Stored data:
◇ ◇ ◇

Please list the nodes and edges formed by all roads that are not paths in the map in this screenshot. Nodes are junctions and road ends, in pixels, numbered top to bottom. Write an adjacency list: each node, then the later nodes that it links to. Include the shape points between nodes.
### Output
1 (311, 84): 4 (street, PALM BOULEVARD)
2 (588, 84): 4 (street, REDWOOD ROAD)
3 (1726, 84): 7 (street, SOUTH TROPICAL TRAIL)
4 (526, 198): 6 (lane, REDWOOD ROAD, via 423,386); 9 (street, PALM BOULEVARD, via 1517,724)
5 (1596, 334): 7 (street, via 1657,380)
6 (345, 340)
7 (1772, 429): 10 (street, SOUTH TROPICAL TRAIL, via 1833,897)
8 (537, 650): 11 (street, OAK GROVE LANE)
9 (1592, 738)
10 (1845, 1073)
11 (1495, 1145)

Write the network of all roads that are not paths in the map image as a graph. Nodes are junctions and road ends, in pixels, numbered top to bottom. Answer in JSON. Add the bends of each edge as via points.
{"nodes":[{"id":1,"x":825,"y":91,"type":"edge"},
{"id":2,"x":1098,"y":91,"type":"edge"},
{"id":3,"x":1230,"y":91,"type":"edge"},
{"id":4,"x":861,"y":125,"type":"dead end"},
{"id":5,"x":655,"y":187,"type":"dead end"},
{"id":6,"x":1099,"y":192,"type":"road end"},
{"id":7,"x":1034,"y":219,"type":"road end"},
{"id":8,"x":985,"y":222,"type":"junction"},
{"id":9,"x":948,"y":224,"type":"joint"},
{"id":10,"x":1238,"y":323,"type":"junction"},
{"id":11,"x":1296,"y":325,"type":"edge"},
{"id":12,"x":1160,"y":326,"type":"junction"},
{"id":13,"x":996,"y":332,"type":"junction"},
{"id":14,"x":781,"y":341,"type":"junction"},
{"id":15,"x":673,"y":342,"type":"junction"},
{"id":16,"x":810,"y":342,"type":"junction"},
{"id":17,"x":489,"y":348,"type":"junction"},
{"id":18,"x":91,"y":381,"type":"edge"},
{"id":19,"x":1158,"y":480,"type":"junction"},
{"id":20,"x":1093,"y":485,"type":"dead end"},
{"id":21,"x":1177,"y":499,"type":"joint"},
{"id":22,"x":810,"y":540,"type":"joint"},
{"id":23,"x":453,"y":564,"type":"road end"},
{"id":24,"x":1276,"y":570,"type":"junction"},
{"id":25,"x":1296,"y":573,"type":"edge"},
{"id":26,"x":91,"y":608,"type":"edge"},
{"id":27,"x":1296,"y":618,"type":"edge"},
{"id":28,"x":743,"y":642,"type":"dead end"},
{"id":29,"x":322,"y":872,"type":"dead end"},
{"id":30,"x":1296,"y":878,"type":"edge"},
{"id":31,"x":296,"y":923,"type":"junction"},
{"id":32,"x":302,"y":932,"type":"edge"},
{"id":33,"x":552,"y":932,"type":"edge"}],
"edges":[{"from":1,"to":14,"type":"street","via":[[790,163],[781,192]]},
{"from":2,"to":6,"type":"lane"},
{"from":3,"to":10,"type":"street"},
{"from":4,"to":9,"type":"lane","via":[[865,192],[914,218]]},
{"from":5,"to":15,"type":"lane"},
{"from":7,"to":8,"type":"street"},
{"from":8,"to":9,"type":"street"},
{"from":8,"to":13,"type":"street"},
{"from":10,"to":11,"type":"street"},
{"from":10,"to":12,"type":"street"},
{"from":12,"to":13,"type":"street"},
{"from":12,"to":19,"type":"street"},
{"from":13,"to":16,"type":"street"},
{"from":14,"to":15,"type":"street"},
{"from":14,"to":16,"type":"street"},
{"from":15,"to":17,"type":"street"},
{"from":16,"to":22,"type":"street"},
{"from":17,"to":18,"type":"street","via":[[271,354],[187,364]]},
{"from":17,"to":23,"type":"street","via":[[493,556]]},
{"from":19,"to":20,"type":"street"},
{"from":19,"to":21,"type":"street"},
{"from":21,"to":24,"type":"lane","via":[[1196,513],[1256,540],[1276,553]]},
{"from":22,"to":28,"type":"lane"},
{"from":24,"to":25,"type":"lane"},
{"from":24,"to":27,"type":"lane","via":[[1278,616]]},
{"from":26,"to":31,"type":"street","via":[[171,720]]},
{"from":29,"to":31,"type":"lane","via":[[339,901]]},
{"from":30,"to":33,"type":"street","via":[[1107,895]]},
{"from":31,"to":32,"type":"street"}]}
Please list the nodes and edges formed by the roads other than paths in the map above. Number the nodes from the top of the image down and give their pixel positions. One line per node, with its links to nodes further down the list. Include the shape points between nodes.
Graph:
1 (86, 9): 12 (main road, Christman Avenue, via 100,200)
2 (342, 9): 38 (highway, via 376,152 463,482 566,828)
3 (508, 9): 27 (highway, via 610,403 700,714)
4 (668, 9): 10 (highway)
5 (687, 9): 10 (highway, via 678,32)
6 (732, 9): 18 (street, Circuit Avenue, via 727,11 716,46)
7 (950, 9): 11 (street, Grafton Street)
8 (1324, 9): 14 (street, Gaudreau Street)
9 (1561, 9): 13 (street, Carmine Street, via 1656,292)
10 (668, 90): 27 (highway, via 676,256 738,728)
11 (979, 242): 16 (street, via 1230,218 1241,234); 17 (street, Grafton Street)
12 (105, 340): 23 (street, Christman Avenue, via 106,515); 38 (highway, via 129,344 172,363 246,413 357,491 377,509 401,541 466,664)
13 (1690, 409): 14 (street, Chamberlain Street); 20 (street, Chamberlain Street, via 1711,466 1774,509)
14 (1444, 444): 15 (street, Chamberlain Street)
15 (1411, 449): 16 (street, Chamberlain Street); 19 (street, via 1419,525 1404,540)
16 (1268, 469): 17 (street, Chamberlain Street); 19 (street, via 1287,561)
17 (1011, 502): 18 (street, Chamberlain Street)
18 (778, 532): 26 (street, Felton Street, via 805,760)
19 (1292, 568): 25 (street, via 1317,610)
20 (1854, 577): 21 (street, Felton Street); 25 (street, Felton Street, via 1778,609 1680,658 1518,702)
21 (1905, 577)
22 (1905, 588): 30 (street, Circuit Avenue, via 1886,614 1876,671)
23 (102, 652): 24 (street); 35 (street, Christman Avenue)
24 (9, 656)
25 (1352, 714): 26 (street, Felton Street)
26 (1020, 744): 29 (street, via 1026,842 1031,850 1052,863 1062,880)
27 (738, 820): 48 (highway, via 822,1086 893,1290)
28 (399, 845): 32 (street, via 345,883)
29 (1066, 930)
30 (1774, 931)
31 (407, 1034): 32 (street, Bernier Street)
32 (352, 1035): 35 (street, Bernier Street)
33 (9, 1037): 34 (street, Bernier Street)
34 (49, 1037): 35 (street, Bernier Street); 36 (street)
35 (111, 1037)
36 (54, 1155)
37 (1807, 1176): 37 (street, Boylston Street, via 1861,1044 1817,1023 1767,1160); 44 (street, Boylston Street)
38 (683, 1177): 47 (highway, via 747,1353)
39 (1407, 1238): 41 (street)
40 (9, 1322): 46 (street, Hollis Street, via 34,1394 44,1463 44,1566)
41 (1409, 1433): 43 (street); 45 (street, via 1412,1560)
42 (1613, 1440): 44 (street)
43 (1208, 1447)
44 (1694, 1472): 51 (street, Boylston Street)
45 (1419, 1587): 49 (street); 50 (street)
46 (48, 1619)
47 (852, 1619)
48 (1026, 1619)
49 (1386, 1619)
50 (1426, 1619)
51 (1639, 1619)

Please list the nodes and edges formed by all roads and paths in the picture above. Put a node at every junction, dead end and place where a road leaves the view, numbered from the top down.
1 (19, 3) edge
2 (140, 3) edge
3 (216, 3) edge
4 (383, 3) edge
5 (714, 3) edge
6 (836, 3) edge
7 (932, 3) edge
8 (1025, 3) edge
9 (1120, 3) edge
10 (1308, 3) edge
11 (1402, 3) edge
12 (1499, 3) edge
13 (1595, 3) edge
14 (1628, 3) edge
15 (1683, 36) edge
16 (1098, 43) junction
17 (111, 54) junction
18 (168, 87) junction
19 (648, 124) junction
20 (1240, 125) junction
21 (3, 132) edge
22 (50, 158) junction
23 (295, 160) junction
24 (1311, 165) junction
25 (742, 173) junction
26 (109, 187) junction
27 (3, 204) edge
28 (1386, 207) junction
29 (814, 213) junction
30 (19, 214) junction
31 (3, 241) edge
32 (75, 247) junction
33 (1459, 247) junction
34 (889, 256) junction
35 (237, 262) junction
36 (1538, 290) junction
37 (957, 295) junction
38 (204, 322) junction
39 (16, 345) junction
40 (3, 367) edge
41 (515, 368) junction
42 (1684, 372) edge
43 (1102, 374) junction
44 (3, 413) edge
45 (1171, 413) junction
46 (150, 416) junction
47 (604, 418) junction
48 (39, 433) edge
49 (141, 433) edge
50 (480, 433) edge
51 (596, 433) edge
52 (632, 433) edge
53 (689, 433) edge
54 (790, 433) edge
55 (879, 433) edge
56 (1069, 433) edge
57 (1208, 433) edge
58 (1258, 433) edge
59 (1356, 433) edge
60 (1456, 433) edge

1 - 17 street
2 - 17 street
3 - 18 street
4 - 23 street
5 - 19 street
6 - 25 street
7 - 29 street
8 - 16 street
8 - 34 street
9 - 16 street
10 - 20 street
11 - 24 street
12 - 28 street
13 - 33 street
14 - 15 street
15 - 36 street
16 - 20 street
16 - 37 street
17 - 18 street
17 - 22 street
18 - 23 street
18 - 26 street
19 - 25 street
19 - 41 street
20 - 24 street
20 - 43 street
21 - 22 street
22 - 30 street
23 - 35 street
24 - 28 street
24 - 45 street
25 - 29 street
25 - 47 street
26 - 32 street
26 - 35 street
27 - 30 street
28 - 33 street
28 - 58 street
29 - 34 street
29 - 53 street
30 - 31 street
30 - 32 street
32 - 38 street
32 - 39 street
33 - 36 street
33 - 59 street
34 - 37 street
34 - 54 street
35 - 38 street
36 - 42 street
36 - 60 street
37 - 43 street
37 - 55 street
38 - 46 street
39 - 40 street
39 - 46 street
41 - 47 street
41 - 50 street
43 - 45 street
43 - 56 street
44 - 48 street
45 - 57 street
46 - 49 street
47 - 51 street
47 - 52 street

◇ ◇ ◇

◆ PROMPT: Check each line of the records above for "Christman", and copy those that have it.

◆ RESPONSE AREA:
1 (86, 9): 12 (main road, Christman Avenue, via 100,200)
12 (105, 340): 23 (street, Christman Avenue, via 106,515); 38 (highway, via 129,344 172,363 246,413 357,491 377,509 401,541 466,664)
23 (102, 652): 24 (street); 35 (street, Christman Avenue)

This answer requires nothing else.